*Activity*: Check the data underneath for lines holding the word "nodes", and state only how many you find.

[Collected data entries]
- - -
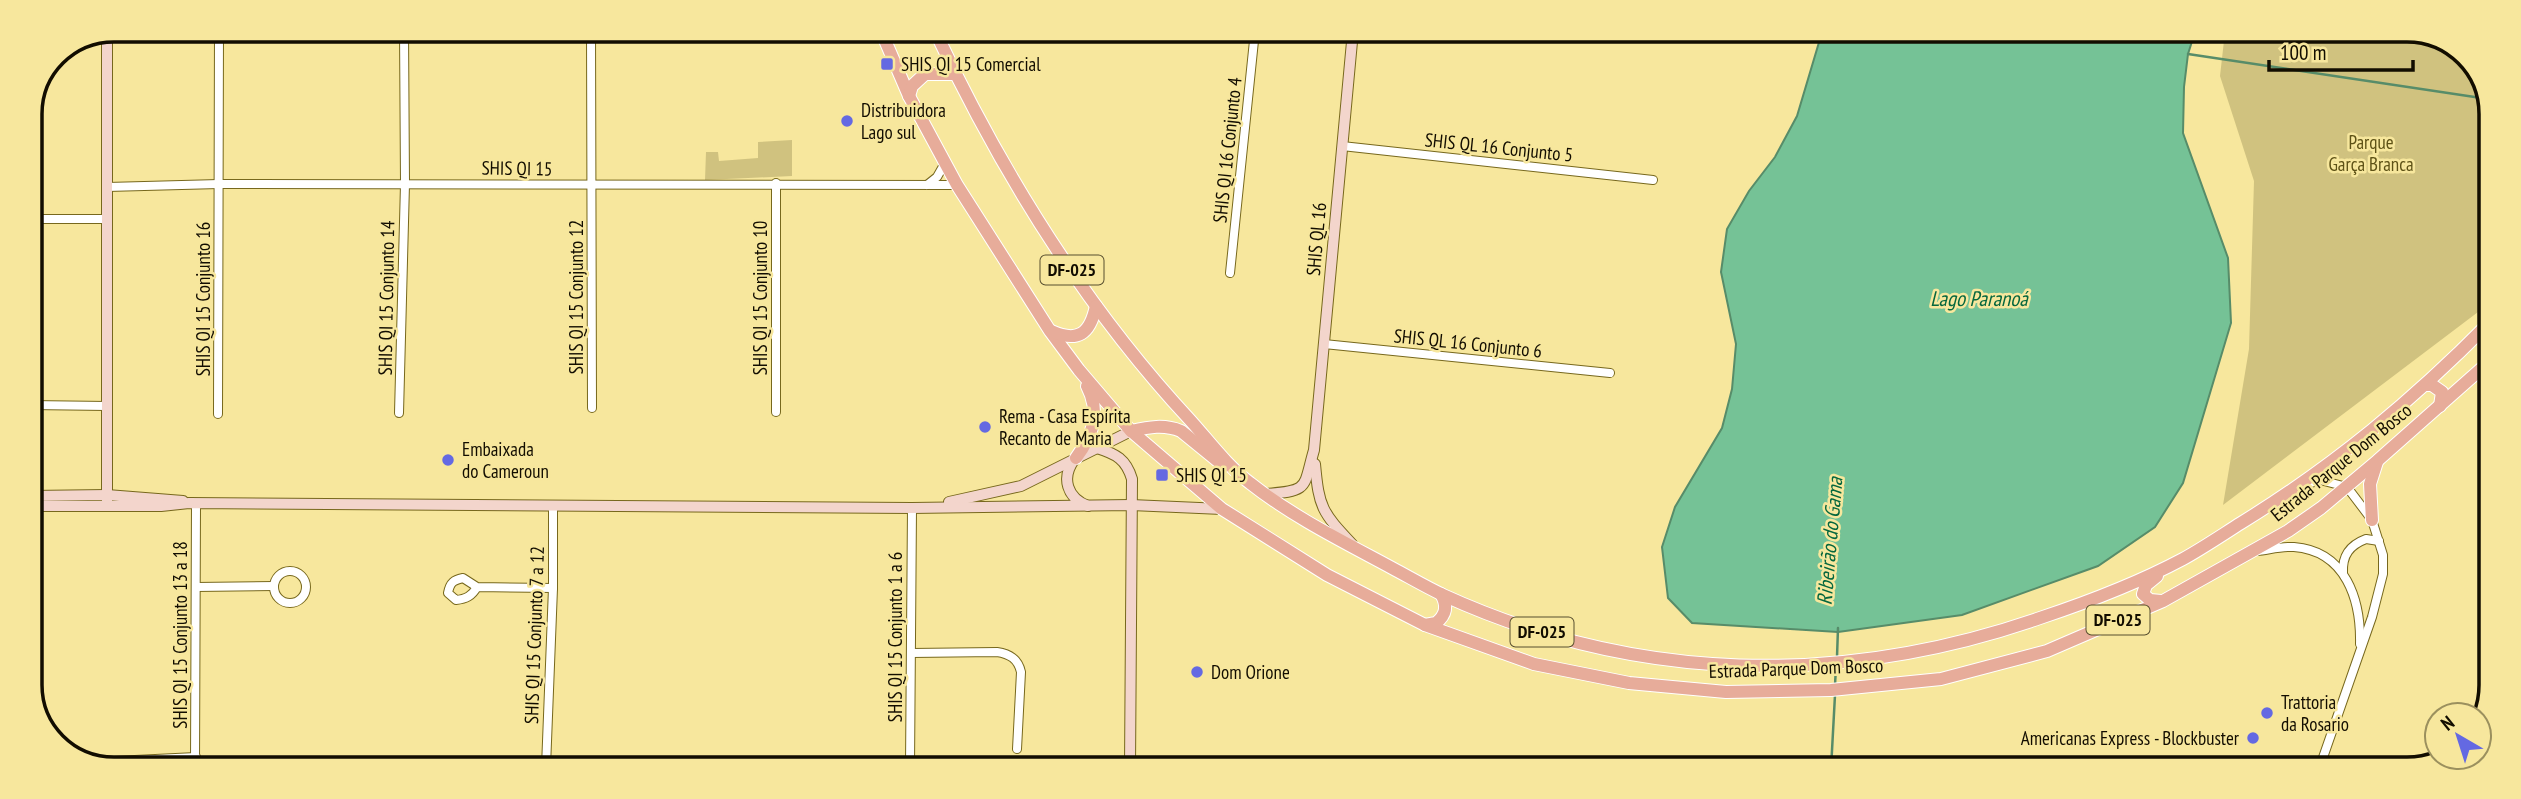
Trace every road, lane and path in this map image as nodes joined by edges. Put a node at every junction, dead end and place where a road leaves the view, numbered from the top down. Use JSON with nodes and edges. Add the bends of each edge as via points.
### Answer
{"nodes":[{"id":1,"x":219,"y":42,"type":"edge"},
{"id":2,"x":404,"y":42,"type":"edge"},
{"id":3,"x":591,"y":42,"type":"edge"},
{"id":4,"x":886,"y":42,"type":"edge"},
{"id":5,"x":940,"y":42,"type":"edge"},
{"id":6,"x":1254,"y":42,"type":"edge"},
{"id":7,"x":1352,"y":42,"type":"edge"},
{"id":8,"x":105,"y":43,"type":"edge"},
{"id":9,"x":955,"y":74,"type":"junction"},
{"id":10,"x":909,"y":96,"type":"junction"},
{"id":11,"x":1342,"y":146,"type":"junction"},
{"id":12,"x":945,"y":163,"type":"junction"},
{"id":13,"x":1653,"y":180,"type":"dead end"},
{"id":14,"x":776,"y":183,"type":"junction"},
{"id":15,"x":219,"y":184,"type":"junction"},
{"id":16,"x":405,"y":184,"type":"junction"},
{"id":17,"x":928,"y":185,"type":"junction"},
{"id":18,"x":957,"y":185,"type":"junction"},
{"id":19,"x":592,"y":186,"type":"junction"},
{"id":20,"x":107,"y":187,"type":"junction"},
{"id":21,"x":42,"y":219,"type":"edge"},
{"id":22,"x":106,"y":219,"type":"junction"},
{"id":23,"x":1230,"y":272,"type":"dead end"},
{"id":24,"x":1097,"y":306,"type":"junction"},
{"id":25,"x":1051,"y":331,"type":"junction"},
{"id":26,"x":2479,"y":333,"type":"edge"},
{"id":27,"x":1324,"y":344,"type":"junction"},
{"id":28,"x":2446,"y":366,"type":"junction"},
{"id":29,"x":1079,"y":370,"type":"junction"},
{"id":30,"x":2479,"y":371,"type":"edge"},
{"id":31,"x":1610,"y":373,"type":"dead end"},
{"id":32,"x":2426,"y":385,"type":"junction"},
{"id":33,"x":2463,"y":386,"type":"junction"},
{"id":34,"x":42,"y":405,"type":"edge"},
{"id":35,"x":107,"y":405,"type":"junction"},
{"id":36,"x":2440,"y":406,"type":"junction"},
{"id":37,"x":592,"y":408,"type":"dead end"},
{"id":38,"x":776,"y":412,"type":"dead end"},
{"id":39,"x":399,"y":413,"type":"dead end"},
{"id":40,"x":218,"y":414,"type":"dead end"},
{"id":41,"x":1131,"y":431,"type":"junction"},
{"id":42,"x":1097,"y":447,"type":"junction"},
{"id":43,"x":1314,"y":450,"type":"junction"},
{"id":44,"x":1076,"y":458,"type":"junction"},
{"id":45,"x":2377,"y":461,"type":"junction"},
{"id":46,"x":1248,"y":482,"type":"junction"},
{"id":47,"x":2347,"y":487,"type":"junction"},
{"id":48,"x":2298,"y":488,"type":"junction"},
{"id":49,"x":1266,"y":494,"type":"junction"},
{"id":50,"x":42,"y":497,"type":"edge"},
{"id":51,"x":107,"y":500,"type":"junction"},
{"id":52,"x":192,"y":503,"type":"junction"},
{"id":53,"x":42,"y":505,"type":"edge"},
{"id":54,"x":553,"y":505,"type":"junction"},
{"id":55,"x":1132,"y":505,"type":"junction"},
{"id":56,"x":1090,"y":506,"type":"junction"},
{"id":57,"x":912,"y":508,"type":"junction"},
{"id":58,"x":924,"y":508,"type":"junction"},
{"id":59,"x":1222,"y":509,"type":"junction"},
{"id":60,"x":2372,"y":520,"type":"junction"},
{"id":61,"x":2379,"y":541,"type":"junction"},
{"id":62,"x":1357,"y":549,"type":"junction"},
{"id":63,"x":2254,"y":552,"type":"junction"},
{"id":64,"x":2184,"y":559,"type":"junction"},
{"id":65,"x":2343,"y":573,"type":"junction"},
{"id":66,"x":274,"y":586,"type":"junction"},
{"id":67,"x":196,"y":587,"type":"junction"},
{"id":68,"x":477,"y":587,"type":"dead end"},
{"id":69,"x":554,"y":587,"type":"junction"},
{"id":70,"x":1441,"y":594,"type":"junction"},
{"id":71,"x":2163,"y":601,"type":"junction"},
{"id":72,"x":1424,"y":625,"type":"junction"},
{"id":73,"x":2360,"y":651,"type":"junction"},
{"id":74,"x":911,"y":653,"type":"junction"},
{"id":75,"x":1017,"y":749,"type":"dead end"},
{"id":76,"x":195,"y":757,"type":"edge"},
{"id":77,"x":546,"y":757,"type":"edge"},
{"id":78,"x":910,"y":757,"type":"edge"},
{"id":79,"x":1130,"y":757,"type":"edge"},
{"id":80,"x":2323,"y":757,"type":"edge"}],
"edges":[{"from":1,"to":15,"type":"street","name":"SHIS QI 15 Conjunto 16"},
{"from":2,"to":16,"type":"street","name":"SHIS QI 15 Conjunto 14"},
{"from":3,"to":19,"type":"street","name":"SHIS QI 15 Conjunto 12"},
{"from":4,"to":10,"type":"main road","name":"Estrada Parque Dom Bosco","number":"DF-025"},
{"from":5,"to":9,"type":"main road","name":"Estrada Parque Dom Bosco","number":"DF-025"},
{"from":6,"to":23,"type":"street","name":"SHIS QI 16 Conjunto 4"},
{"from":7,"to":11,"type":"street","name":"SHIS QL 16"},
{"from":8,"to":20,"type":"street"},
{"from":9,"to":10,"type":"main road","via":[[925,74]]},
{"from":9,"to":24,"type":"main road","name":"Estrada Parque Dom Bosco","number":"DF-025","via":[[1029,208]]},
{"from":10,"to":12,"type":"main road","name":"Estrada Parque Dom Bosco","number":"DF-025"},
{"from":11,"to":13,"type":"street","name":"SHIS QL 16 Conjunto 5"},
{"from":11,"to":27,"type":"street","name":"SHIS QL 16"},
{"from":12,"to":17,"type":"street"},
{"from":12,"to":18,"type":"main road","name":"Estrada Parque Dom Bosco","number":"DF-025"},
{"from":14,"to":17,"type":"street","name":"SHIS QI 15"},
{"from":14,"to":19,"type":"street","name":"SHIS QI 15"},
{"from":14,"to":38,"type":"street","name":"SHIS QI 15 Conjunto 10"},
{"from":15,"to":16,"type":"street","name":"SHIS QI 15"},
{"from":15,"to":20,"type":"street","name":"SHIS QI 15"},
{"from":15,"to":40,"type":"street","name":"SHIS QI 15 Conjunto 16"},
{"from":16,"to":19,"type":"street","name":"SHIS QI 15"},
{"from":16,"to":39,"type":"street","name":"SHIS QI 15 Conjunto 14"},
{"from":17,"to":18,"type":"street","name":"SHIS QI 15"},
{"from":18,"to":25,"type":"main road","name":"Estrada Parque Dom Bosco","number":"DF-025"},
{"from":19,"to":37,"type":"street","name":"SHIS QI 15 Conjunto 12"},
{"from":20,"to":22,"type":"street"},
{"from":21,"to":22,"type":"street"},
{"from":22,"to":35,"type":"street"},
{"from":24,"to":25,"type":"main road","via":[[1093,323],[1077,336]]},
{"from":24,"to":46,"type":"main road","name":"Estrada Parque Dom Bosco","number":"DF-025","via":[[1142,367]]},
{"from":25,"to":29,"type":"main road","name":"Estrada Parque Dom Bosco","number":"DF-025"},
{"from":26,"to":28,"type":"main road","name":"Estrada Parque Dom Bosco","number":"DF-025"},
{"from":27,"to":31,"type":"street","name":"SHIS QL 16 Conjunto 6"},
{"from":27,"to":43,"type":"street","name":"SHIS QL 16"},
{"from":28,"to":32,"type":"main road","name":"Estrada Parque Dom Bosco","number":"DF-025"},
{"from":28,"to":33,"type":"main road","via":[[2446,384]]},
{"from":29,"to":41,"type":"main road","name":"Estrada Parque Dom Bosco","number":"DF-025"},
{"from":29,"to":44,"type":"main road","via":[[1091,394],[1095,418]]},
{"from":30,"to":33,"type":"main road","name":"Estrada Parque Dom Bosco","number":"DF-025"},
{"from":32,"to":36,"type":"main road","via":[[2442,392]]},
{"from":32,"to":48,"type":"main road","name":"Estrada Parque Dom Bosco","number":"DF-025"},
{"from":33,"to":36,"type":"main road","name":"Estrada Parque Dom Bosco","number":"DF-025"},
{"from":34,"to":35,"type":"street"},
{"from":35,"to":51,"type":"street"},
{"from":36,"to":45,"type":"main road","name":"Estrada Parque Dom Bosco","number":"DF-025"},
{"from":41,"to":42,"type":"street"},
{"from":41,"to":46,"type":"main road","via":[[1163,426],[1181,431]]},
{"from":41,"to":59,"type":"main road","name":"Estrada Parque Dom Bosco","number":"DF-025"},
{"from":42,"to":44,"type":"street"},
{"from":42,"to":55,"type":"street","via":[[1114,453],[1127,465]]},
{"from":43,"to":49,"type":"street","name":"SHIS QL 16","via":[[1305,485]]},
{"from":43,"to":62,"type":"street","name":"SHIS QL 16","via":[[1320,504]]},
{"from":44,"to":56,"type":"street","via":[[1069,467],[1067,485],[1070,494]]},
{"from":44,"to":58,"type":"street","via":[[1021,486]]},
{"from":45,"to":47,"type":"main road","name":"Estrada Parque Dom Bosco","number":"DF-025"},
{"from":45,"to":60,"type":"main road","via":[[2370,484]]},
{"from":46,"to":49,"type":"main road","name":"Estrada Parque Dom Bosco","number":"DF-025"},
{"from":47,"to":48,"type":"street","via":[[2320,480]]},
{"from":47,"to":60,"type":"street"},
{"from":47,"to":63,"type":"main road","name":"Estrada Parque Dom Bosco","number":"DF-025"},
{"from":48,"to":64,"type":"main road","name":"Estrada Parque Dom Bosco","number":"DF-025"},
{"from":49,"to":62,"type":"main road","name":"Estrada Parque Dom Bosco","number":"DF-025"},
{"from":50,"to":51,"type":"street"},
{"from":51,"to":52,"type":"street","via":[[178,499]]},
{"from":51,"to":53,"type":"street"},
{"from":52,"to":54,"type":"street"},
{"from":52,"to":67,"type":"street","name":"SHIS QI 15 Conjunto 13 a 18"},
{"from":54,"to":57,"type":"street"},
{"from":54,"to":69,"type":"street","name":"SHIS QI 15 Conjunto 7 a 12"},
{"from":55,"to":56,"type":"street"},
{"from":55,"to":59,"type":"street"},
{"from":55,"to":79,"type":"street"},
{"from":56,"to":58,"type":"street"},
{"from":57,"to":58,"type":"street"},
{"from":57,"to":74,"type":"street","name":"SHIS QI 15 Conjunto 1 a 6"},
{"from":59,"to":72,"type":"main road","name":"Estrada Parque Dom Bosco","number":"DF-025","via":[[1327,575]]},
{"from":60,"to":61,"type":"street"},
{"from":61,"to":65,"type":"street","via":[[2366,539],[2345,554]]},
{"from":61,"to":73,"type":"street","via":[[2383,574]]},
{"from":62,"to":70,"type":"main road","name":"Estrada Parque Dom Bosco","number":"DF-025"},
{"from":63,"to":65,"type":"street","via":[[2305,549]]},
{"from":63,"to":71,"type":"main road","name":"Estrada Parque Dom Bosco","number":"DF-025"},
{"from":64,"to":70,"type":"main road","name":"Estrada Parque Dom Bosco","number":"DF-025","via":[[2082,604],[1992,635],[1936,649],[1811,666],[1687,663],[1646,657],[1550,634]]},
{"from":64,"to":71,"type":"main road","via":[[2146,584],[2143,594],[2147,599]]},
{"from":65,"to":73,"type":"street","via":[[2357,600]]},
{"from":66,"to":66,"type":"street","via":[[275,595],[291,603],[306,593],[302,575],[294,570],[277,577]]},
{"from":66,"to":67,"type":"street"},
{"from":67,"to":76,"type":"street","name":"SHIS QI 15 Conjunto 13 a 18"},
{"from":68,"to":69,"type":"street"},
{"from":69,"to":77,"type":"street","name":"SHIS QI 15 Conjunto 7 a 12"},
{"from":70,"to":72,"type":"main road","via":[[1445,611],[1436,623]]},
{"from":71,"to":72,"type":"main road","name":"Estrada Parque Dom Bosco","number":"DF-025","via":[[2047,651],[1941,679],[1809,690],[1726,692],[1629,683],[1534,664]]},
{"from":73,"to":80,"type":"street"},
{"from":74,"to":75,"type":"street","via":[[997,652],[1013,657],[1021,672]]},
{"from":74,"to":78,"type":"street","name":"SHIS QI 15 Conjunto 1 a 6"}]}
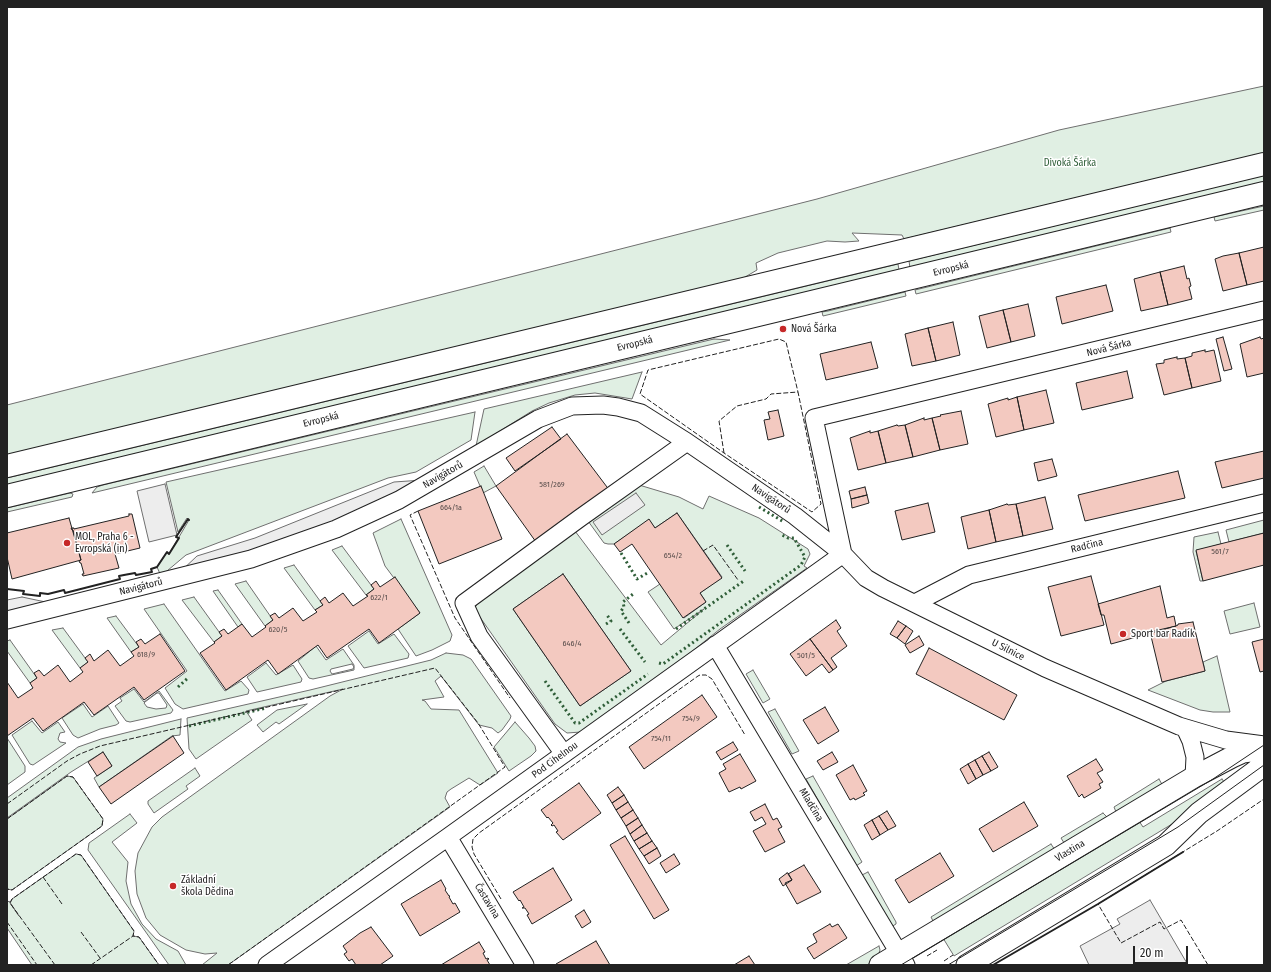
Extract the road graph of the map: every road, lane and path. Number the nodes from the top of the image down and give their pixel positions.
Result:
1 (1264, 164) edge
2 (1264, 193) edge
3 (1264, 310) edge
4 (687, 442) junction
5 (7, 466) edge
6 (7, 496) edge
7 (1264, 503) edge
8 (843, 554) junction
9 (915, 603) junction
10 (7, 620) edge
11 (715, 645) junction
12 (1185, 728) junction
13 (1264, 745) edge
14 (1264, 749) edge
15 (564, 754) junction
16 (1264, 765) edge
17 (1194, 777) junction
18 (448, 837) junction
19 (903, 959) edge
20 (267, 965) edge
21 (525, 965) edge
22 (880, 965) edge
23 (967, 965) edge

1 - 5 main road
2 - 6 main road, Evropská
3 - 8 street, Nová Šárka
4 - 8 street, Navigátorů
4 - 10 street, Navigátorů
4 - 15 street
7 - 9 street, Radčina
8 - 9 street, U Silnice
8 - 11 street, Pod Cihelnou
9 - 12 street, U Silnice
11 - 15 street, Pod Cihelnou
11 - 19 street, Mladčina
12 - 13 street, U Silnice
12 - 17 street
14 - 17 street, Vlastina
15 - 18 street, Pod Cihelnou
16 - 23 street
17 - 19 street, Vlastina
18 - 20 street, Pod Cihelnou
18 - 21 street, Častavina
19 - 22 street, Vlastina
- - -
*Completed exercise*: 3